Additionally, the Departments reiterate previous guidance that large group market coverage and self-insured group health plans have the discretion to define what qualifies as “essential health benefits” for prescription drug coverage. They further state that a plan may choose to cover only generic prescription drugs, if the generic drug is found to be medically appropriate, so long as the plan provides a separate option of allowing the brand name drug to be purchased at a higher cost sharing amount (not qualifying as an essential health benefit). In determining if a generic drug is medically appropriate, the plan may defer to recommendations of an individual’s personal physician or offer an exception process, which meets the requirements of 45 CFR 156.122(c). Under the FAQs, in excluding coverage for brand name drugs, a plan may choose to exclude all or part of the cost of the brand name drug from being counted towards the participant’s annual out-of-pocket maximum. For example, the plan may only count the different between the cost of the brand name drug and the cost of the generic drug towards the annual out-of-pocket maximum. (FAQ 3).

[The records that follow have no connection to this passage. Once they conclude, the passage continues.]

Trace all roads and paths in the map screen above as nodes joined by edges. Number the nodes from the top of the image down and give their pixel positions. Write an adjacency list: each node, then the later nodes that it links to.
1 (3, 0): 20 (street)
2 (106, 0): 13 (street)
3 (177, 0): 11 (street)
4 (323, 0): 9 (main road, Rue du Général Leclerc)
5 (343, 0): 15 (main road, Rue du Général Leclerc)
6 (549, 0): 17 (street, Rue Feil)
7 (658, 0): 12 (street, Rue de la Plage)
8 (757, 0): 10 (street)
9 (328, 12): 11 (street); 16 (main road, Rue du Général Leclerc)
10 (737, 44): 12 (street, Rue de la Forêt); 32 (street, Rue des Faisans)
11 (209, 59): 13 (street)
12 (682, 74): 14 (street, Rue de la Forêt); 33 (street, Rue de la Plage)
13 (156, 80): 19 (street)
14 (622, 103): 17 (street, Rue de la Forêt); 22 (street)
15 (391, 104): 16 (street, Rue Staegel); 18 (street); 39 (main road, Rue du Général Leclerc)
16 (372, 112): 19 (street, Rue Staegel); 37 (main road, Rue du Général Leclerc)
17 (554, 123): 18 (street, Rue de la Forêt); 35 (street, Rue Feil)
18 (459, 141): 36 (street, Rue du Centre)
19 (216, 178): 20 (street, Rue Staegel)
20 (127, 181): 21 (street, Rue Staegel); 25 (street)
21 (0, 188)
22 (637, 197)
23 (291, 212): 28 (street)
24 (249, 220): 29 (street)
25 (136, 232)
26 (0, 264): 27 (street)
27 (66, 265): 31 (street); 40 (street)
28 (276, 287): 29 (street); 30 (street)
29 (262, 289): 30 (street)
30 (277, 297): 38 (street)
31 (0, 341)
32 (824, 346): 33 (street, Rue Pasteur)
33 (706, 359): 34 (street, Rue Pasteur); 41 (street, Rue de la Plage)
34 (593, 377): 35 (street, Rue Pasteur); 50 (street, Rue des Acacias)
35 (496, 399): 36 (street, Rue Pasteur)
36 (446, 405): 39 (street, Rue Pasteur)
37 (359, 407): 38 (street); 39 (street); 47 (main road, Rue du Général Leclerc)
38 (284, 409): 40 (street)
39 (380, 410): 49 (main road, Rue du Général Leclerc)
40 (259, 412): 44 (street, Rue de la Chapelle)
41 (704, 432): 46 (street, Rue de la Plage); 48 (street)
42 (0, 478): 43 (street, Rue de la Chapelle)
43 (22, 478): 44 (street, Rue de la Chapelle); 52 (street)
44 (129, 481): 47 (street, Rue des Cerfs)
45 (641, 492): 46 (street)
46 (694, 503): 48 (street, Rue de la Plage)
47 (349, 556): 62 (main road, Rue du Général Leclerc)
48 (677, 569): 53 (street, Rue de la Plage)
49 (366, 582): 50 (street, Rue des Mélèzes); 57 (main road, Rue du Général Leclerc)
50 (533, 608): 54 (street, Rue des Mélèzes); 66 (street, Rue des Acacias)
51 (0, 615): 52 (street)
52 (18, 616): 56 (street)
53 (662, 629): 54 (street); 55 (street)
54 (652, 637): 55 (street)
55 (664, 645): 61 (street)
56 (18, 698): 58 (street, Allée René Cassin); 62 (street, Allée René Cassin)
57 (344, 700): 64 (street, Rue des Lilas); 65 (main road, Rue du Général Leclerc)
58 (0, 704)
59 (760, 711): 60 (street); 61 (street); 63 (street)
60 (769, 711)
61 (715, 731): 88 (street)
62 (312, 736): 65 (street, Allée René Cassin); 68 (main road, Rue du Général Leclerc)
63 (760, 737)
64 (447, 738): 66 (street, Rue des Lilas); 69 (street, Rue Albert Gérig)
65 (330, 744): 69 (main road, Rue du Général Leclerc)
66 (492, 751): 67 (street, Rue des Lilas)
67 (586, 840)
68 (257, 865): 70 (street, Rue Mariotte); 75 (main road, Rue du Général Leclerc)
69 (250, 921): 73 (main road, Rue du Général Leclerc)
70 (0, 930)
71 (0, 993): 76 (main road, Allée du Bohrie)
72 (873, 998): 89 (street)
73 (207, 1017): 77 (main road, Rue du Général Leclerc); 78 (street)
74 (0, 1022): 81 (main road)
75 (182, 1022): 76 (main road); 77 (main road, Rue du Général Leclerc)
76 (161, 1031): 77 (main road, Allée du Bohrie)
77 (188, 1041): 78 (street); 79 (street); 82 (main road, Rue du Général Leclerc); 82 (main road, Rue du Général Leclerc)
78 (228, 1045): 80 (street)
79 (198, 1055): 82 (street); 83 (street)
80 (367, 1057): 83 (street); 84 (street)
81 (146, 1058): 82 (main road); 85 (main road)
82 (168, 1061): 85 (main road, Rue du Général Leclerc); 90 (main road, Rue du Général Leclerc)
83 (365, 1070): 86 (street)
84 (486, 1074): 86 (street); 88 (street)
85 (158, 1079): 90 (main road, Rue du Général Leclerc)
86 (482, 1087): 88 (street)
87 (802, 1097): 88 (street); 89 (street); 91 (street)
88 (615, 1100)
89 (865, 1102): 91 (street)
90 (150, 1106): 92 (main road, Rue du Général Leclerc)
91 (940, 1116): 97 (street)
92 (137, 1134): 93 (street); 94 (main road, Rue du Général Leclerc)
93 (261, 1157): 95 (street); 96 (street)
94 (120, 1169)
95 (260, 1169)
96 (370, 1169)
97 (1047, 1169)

The Departments invited comment with respect to the a question on how the ACA’s out-of-pocket limitation works if a large group market or self-insured group health plans have a reference based pricing structure. In the interim, the Departments will not consider a plan as failing to comply with the out-of-pocket maximum requirement because “it treats providers that accept the reference amount as the only in-network providers,” so long as the plan has a reasonable method ensure equal access to quality providers. (FAQ 4).
The FAQs provided further guidance on the ACA’s requirement to cover tobacco use counseling and intervention. Under these new guidelines, a plan will be in compliance with the requirement to cover tobacco use counseling and intervention, if the plan covers (1) screening for tobacco use and (2) at least two forms of tobacco cessation per year, involving four tobacco counseling sessions of at least 10 minutes each and 90 days’ worth of cessation medications. (FAQ 5)
The Departments discussed the October 31, 2013 modification to the “use-or-lose” rule for health FSAs, which allows up to $500 of a participant’s remaining FSA balance to be carried over to the following plan year. The FAQs note that the carried-over amounts should not be taken into account when determining if the health FSA satisfies the maximum benefit payable limit prong under the excepted benefits regulations. (FAQ 6).
Summary of Benefits and Coverage
The Departments continue to authorize use of the April 2013 SBC template and sample. They advise that to the extent that plan terms differ from the temple, plans are instructed to describe relevant plan terms while maintaining reasonable consistency with the instructions and template format. (FAQ 7). Additionally, the FAQs announced that the Departments are extending enforcement and transition relief as to the requirement to provide an SBC and a uniform glossary for the first and second years of applicability of the rules. (FAQ 8).